> What you are asked to do
Check each line of the entries below for the word "route", and copy the lines that have it.

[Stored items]
========================================

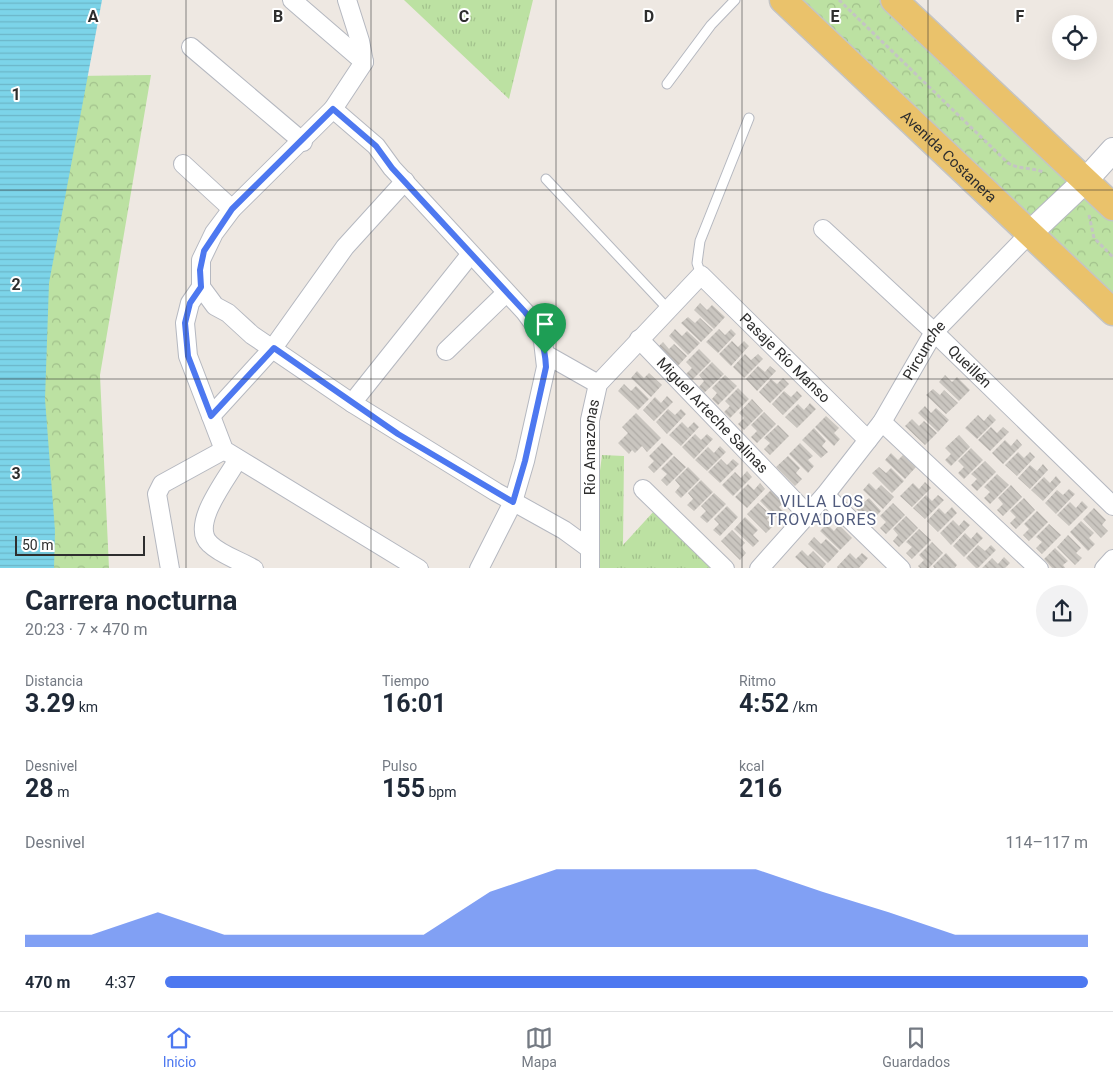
<!DOCTYPE html>
<html lang="es">
<meta charset="utf-8">
<style>
body{margin:0;font-family:Roboto,sans-serif;background:#f2f2f3;color:#1f2937;height:100vh;display:flex;flex-direction:column;font-size:19px;white-space:nowrap}
*{box-sizing:border-box;margin:0}
p{font-size:16px;color:#747a83}
.icon{flex:none;width:28px;height:28px;fill:none;stroke:currentColor;stroke-width:2;stroke-linecap:round;stroke-linejoin:round}
.map{position:relative;height:568px;overflow:hidden}
.sheet{display:flex;flex-direction:column;background:#fff;flex:1}
.sheet>*{flex:none}
.buttons{position:absolute;left:1052px;top:15px;display:grid;gap:10px}
.buttons a{display:grid;place-items:center;width:45px;height:45px;border-radius:50%;background:#fff;box-shadow:0 5px 20px #0002;font-size:25px}
.scale{position:absolute;left:15px;bottom:12px;width:130px;box-sizing:border-box;padding-left:5px;border:2px solid #2e2e2e;border-top:0;font-size:14px;line-height:18px;white-space:nowrap;color:#2e2e2e;-webkit-text-stroke:4px #fff;paint-order:stroke}
.pin{position:absolute;display:grid;place-items:center;width:42px;height:42px;color:#fff;margin:-51px -21px;border-radius:50% 50% 50% 0;rotate:-45deg;box-shadow:0 0 5px #0007}
.pin .icon{rotate:45deg}
.round{display:grid;place-items:center;flex:none;width:52px;height:52px;border-radius:26px;background:#f2f2f3}
.overview{display:flex;align-items:center;justify-content:space-between;height:85px;padding:0 25px}
h1{font-size:28px;font-weight:700;line-height:38px}
.metrics{display:grid;grid-template-columns:repeat(3,1fr);gap:8px;height:85px;padding:5px 25px}
.metrics div{display:grid;align-content:center}
.metrics b{font-size:25px;font-weight:700}
.metrics small{font-size:14px;font-weight:400}
.metrics p{font-size:14px}
.chart{height:140px;padding:10px 25px}
.chart p{display:flex;justify-content:space-between}
.chart svg{width:100%;height:90px;margin-top:5px;fill:#4d78f0;opacity:.7}
ul{padding:0 25px;list-style:none;font-size:16px}
li{display:grid;grid-template-columns:80px 60px 1fr;align-items:center;height:38px}
li i{height:12px;border-radius:6px;background:#4d78f0}
.dock{display:flex;justify-content:space-around;align-items:center;height:70px;border-top:1px solid #e0e1e3;background:#fff;font-size:14px;color:#747a83}
.dock a{display:grid;justify-items:center;gap:2px}
.dock .selected{color:#4d78f0}
.map>svg:first-child{display:block}
.grass{fill:url(#grass-tufts)}
.forest{fill:url(#forest-crowns)}
.water{fill:url(#water-rules)}
.building{fill:url(#building-back-hatch)}
.lines{fill:none;stroke-linecap:round;stroke-linejoin:round}
.lane-casing{stroke:#b5b8c0;stroke-width:11}
.street-casing{stroke:#b5b8c0;stroke-width:20}
.secondary-casing{stroke:#b5b8c0;stroke-width:26}
.primary-casing{stroke:#c4c4c4;stroke-width:29}
.path{stroke:#c4c4c4;stroke-width:3;stroke-dasharray:4 2.5;stroke-linecap:butt}
.lane{stroke:#fff;stroke-width:9}
.street{stroke:#fff;stroke-width:18}
.secondary{stroke:#fff;stroke-width:24}
.primary{stroke:#eac26b;stroke-width:26}
.route-casing{stroke:#fff;stroke-width:10}
.route{stroke:#4d78f0;stroke-width:6}
.grid{fill:none;stroke:#2e2e2e;stroke-width:1;stroke-opacity:0.55}
.labels{text-anchor:middle;dominant-baseline:central;stroke-width:4;stroke-linejoin:round;paint-order:stroke}
.street-label{font-size:15px;fill:#2e2e2e;stroke:#fff}
.neighbourhood-label{font-size:16px;letter-spacing:1px;fill:#505b7d;stroke:#fff}
.grid-label{font-size:16px;text-anchor:middle;font-weight:bold;fill:#2e2e2e;stroke:#fff;stroke-width:4;stroke-linejoin:round;paint-order:stroke}
</style>
<div class="map">
<svg width="1113" height="569" viewBox="0 0 1113 569">
<defs>
<pattern id="grass-tufts" width="24" height="20" patternUnits="userSpaceOnUse" patternTransform="scale(1.25)"><rect width="24" height="20" fill="#bce1a2"/><path d="M3 7l-1-3M5 7V3M7 7l1-3M15 17l-1-3M17 17v-4M19 17l1-3" fill="none" stroke="#a2c18c"/></pattern>
<pattern id="forest-crowns" width="20" height="18" patternUnits="userSpaceOnUse" patternTransform="scale(1.25)"><rect width="20" height="18" fill="#bce1a2"/><path d="M2 6a3 3 0 1 1 6 0M12 15a3 3 0 1 1 6 0" fill="none" stroke="#a2c18c"/></pattern>
<pattern id="water-rules" width="6" height="5" patternUnits="userSpaceOnUse" patternTransform="scale(1.25)"><rect width="6" height="5" fill="#7cd4e9"/><path d="M0 2.5h6" fill="none" stroke="#6cb6c8"/></pattern>
<pattern id="building-back-hatch" width="6" height="6" patternUnits="userSpaceOnUse" patternTransform="scale(1.25)"><rect width="6" height="6" fill="#cac6c0"/><path d="M-1 5l2 2M0 0l6 6M5-1l2 2" fill="none" stroke="#aeaaa5"/></pattern>
</defs>
<rect width="100%" height="100%" fill="#eee8e2"/>
<path class="grass" d="M404,0h129l-24,99z
M602,455l22,1 -1,89 32,-35 63,58h-118l-10,-19z"/>
<path class="forest" d="M796,0h86l231,216v89z
M151,75l-51,300 9,193h-109v-491z"/>
<path class="water" d="M0,0h102l-53,283 -4,116 10,132 -1,37h-54z"/>
<path class="building" d="M700,303l7,7 5,-5 13,12 -11,12 -20,-19z
M688,317l7,6 5,-5 13,12 -12,12 -20,-19z
M675,329l7,7 5,-5 13,12 -12,12 -19,-19z
M719,329l6,6 6,-6 5,5 -18,19 -12,-11z
M732,341l6,6 6,-6 5,5 -18,20 -12,-12z
M663,342l6,7 5,-5 13,12 -11,12 -20,-19z
M699,349l12,12 -19,19 -6,-6 6,-6 -6,-6z
M745,354l6,6 7,-6 5,5 -19,19 -11,-11z
M712,362l12,12 -20,19 -5,-6 5,-6 -5,-6z
M758,366l7,6 5,-6 6,5 -19,20 -11,-12z
M637,371l7,7 5,-5 13,12 -11,12 -20,-19z
M725,375l12,11 -19,19 -6,-6 5,-6 -5,-5z
M945,375l7,7 5,-5 13,13 -11,11 -20,-19z
M783,378l6,6 -19,19 -11,-11 12,-13 6,5z
M624,384l7,7 5,-5 13,13 -11,11 -20,-19z
M738,388l11,11 -19,19 -6,-6 6,-6 -5,-5z
M933,389l7,6 4,-5 14,13 -12,11 -20,-19z
M784,391l7,6 6,-6 5,5 -19,19 -11,-11z
M667,396l6,6 -19,19 -11,-11 12,-13 6,6z
M752,399l11,12 -19,19 -6,-6 6,-6 -5,-5z
M810,403l6,6 -19,19 -12,-11 13,-13 6,6z
M925,406l6,7 5,-5 13,12 -11,12 -20,-19z
M668,409l7,6 6,-6 5,5 -19,20 -11,-12z
M764,412l12,12 -19,19 -6,-6 6,-6 -6,-6z
M636,413l25,25 -14,14 -5,-6 -7,7 -3,-3 -3,4 -11,-11 10,-10 -6,-6z
M990,414l6,6 -19,19 -12,-11 13,-13 6,6z
M826,416l13,12 -5,5 6,6 -6,7 -19,-19z
M912,419l7,7 5,-5 13,12 -12,12 -20,-19z
M682,422l6,6 6,-6 5,5 -18,19 -12,-11z
M778,425l11,11 -19,19 -6,-6 6,-6 -6,-5z
M991,427l6,6 6,-6 6,5 -19,19 -12,-11z
M814,428l12,13 -4,5 6,6 -7,6 -19,-18z
M695,434l6,6 6,-6 6,5 -19,20 -12,-12z
M959,435l11,12 -19,19 -6,-6 6,-6 -6,-6z
M1017,439l5,6 -19,19 -11,-11 13,-13 6,6z
M662,443l11,11 -19,19 -6,-6 6,-6 -5,-5z
M800,443l13,13 -5,4 6,6 -6,7 -19,-19z
M720,446l6,6 -19,19 -12,-11 13,-13 6,6z
M971,448l12,12 -19,19 -6,-6 6,-6 -6,-6z
M1018,452l6,6 6,-6 5,5 -18,19 -12,-11z
M891,453l7,7 5,-5 13,12 -11,12 -20,-19z
M674,456l12,11 -19,19 -6,-6 6,-6 -6,-5z
M788,456l12,12 -4,5 6,6 -7,7 -19,-19z
M721,459l6,6 6,-6 6,5 -19,19 -12,-11z
M985,461l11,11 -19,19 -6,-6 6,-6 -6,-5z
M1043,464l5,6 -18,19 -12,-11 12,-13 7,6z
M688,467l12,12 -19,19 -6,-6 5,-6 -5,-6z
M879,467l7,6 5,-5 13,13 -12,12 -20,-20z
M747,471l5,6 -19,19 -11,-11 13,-13 6,6z
M997,474l12,11 -19,19 -6,-6 6,-6 -6,-5z
M1056,476l5,6 -18,19 -12,-11 13,-13 6,6z
M701,480l12,12 -19,19 -7,-6 6,-6 -5,-6z
M925,482l6,6 -19,19 -12,-11 13,-13 6,6z
M760,483l5,6 -18,19 -12,-11 13,-13 6,6z
M869,483l7,7 5,-5 13,12 -11,12 -20,-19z
M1011,485l11,12 -19,19 -6,-6 6,-6 -5,-6z
M1069,489l6,5 -19,20 -11,-11 12,-13 6,5z
M771,490l13,13 -5,4 6,6 -6,7 -19,-19z
M714,493l12,11 -19,19 -7,-6 6,-6 -5,-5z
M926,495l6,6 6,-6 6,5 -19,19 -12,-11z
M857,496l6,7 6,-5 12,13 -11,11 -20,-19z
M1024,498l11,12 -19,19 -6,-6 6,-6 -6,-6z
M1082,501l6,6 -19,19 -12,-11 13,-13 6,6z
M758,503l13,12 -4,5 6,6 -7,7 -19,-19z
M893,503l12,12 -19,19 -6,-6 6,-6 -6,-6z
M727,506l11,11 -18,19 -7,-6 6,-6 -5,-5z
M952,507l5,6 -19,19 -11,-11 12,-13 6,6z
M1094,508l12,12 -4,5 6,6 -7,7 -18,-19z
M1037,511l11,11 -19,19 -6,-6 6,-6 -5,-5z
M906,516l12,12 -19,19 -6,-6 5,-6 -5,-6z
M745,517l13,13 -5,5 6,6 -6,6 -19,-18z
M953,520l6,6 5,-6 6,5 -19,20 -11,-12z
M1081,521l13,12 -5,5 6,6 -7,7 -18,-19z
M827,524l7,7 5,-6 13,13 -12,12 -20,-19z
M1049,524l12,11 -19,19 -6,-6 6,-6 -6,-5z
M919,529l12,11 -19,19 -6,-6 6,-6 -6,-5z
M732,530l13,13 -4,4 5,6 -6,7 -19,-19z
M977,532l6,6 -19,19 -11,-11 12,-13 6,6z
M1068,535l13,13 -5,5 6,5 -7,7 -18,-18z
M814,537l7,7 5,-5 13,12 -11,12 -20,-19z
M932,542l11,11 -15,16h-7l-3,-3 6,-6 -5,-5z
M978,545l7,6 6,-6 5,5 -19,19 -11,-11z
M1055,548l13,13 -5,4 3,4h-13l-9,-10z
M802,550l6,6 5,-5 13,13 -4,5h-14l-13,-12z
M850,553l6,6 6,-6 6,5 -10,11h-19l-2,-2z
M946,553l11,12 -3,4h-19l-2,-3z
M1004,557l6,6 -6,6h-23l11,-11 6,6z"/>
<g class="lines">
<g class="lane-casing">
<path id="lane" d="M667,84l44,-59 24,-25
M546,179l122,130
M701,275l-4,-12 3,-22 49,-123"/>
</g>
<g class="street-casing">
<g id="street">
<path d="M292,0l72,62"/>
<path d="M347,0l13,41 4,21 -31,47 43,37 16,22 133,144 14,19 4,10 3,26 -21,94 -12,41 -34,67"/>
<path d="M191,47l112,95"/>
<path d="M333,109l-101,100 -18,24 -13,27v27l14,19 13,7 24,22 100,68 144,89 68,38 26,19"/>
<path d="M183,164l49,45"/>
<path id="s1" d="M823,229l111,103 179,174"/>
<path d="M201,287l-11,16 -5,20 3,33 36,94 195,119"/>
<path id="s2" d="M639,339l169,176"/>
<path d="M446,351l60,-58"/>
<path d="M545,354l53,30"/>
<path d="M352,403l118,-148"/>
<path d="M211,416l62,-68 72,-101 60,-66"/>
<path d="M882,422l157,147"/>
<path d="M238,459c-11,20 -49,66 -28,85 11,11 31,17 44,25"/>
<path d="M643,489l82,80"/>
<path d="M825,495l76,74"/>
<path d="M170,569l-13,-75 5,-10 62,-34"/>
<path id="s3" d="M590,569v-149l8,-36 103,-109 167,165"/>
<path id="s4" d="M759,569l66,-74 57,-73 52,-90 96,-99"/>
<path d="M1104,569l9,-10"/>
</g>
</g>
<g class="secondary-casing">
<path id="secondary" d="M1030,233l55,-52 28,-31"/>
</g>
<g class="primary-casing">
<g id="primary">
<path id="s5" d="M783,0l330,312"/>
<path d="M894,0l219,207"/>
</g>
</g>
<path class="path" d="M839,0l169,163c12,7 23,4 35,9
M1089,215l5,23 19,19"/>
<use href="#lane" class="lane"/>
<use href="#street" class="street"/>
<use href="#secondary" class="secondary"/>
<use href="#primary" class="primary"/>
</g>
<g class="lines">
<g class="route-casing">
<path id="route" d="M333,109l43,37 16,22 133,144c14,17 20,33 21,55l-21,94 -12,41 -115,-68 -124,-86 -63,68 -23,-60 -3,-33 5,-20 11,-16 -1,-17 4,-19 28,-42z"/>
</g>
<use href="#route" class="route"/>
</g>
<path class="grid" d="M186,0v569M371,0v569M556,0v569M742,0v569M928,0v569M0,190h1113M0,379h1113"/>
<g class="labels">
<g class="street-label">
<text stroke="none"><textPath href="#s5" startOffset="228">Avenida Costanera</textPath></text>
<text stroke="none"><textPath href="#s4" startOffset="275">Pircunche</textPath></text>
<text stroke="none"><textPath href="#s3" startOffset="454">Pasaje Río Manso</textPath></text>
<text stroke="none"><textPath href="#s1" startOffset="201">Queillén</textPath></text>
<text stroke="none"><textPath href="#s2" startOffset="106">Miguel Arteche Salinas</textPath></text>
<text stroke="none"><textPath href="#s3" startOffset="122">Río Amazonas</textPath></text>
</g>
<g class="neighbourhood-label">
<text x="822" y="501">VILLA LOS<tspan x="822" dy="18">TROVADORES</tspan></text>
</g>
</g>
<g class="grid-label">
<text x="93" y="22">A</text>
<text x="278" y="22">B</text>
<text x="464" y="22">C</text>
<text x="649" y="22">D</text>
<text x="835" y="22">E</text>
<text x="1020" y="22">F</text>
<text x="16" y="100">1</text>
<text x="16" y="290">2</text>
<text x="16" y="479">3</text>
</g>
</svg>
<div class="buttons">
<a><svg class="icon" aria-label="locate" viewBox="0 0 24 24"><circle cx="12" cy="12" r="6"/><path d="M12 2v4M12 18v4M2 12h4M18 12h4"/></svg></a>
</div>
<div class="scale">50 m</div>
<div class="pin" style="left:545px;top:354px;background:#1e9e55"><svg class="icon" aria-label="arrive" viewBox="0 0 24 24"><path d="M6 21V4h12l-3 4 3 4H6"/></svg></div>
</div>
<section class="sheet">
<div class="overview"><div><h1>Carrera nocturna</h1><p>20:23 · 7 × 470 m</p></div><a class="round"><svg class="icon" aria-label="share" viewBox="0 0 24 24"><path d="M12 15V3M7 8l5-5 5 5M5 13v7h14v-7"/></svg></a></div>
<div class="metrics">
<div><p>Distancia</p><b>3.29<small> km</small></b></div>
<div><p>Tiempo</p><b>16:01</b></div>
<div><p>Ritmo</p><b>4:52<small> /km</small></b></div>
</div>
<div class="metrics">
<div><p>Desnivel</p><b>28<small> m</small></b></div>
<div><p>Pulso</p><b>155<small> bpm</small></b></div>
<div><p>kcal</p><b>216</b></div>
</div>
<div class="chart"><p><span>Desnivel</span>114–117 m</p>
<svg viewBox="0 0 160 44" preserveAspectRatio="none"><path d="M0 44V38L10 38L20 27L30 38L40 38L50 38L60 38L70 17L80 6L90 6L100 6L110 6L120 17L130 27L140 38L150 38L160 38V44z"/></svg>
</div>
<ul>
<li><b>470 m</b>4:37<i style="width:100%"></i></li>
</ul>
</section>
<nav class="dock">
<a class="selected"><svg class="icon" aria-label="home" viewBox="0 0 24 24"><path d="M3 11l9-7 9 7M6 9v11h12V9"/></svg>Inicio</a>
<a><svg class="icon" aria-label="map" viewBox="0 0 24 24"><path d="M3 6l6-2 6 2 6-2v14l-6 2-6-2-6 2zM9 4v14M15 6v14"/></svg>Mapa</a>
<a><svg class="icon" aria-label="saved" viewBox="0 0 24 24"><path d="M7 4h10v16l-5-4-5 4z"/></svg>Guardados</a>
</nav>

========================================

> Problem solution
.route-casing{stroke:#fff;stroke-width:10}
.route{stroke:#4d78f0;stroke-width:6}
<g class="route-casing">
<path id="route" d="M333,109l43,37 16,22 133,144c14,17 20,33 21,55l-21,94 -12,41 -115,-68 -124,-86 -63,68 -23,-60 -3,-33 5,-20 11,-16 -1,-17 4,-19 28,-42z"/>
<use href="#route" class="route"/>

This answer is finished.